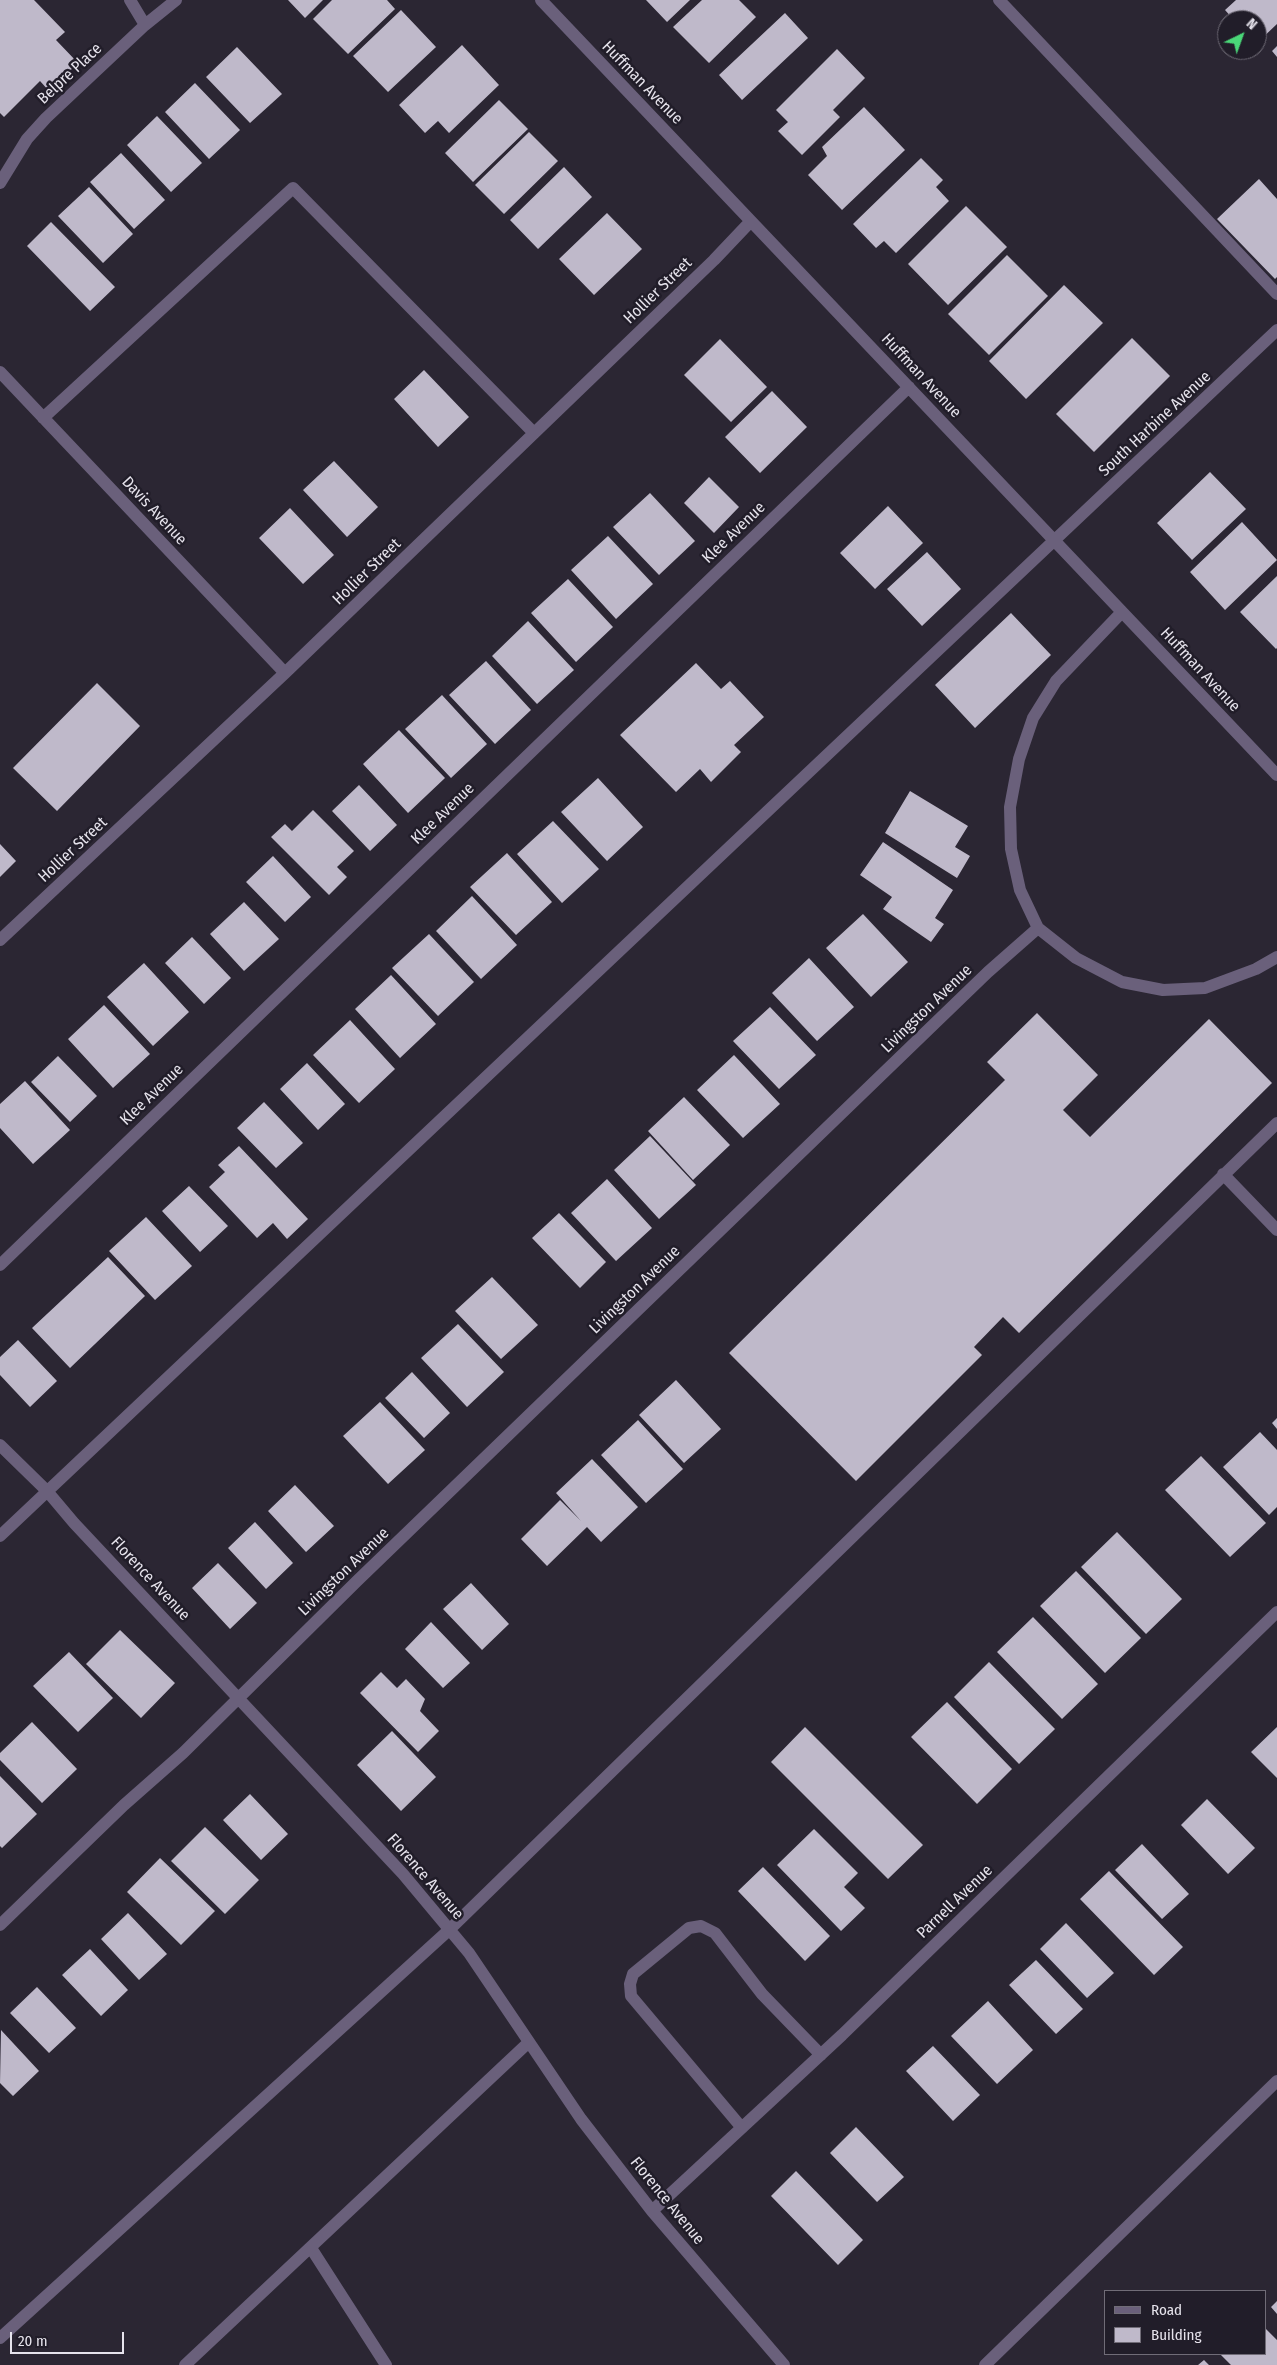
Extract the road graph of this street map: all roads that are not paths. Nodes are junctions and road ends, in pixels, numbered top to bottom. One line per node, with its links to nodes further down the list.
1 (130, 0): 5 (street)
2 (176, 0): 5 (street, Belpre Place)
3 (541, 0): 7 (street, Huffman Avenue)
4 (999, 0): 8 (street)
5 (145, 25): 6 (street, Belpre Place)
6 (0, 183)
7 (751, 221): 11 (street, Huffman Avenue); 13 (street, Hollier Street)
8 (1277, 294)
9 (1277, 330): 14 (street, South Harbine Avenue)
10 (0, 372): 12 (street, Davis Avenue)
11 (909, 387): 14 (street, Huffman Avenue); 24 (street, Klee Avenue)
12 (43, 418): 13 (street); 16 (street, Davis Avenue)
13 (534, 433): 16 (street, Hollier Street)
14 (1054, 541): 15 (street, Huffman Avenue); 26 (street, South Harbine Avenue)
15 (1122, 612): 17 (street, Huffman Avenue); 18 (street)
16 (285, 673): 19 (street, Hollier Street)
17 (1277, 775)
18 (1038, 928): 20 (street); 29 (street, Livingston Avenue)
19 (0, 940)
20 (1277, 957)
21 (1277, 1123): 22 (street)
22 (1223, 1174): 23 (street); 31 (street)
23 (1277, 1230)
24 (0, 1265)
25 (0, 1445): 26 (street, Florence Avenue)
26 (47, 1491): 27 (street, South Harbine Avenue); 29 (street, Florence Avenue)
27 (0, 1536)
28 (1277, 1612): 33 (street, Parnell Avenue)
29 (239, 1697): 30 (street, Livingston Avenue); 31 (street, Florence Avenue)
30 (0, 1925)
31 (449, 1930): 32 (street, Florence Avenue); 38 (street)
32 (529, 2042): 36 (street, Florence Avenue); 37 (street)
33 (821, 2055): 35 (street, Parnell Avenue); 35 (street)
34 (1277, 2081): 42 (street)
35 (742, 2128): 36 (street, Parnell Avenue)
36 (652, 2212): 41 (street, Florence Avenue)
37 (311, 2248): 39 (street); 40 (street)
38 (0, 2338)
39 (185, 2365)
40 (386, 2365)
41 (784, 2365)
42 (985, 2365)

PROBLEM TO WORK ON> Go through the entries and report every line with the string "Florence".

RESPONSE TO THIS TASK>
25 (0, 1445): 26 (street, Florence Avenue)
26 (47, 1491): 27 (street, South Harbine Avenue); 29 (street, Florence Avenue)
29 (239, 1697): 30 (street, Livingston Avenue); 31 (street, Florence Avenue)
31 (449, 1930): 32 (street, Florence Avenue); 38 (street)
32 (529, 2042): 36 (street, Florence Avenue); 37 (street)
36 (652, 2212): 41 (street, Florence Avenue)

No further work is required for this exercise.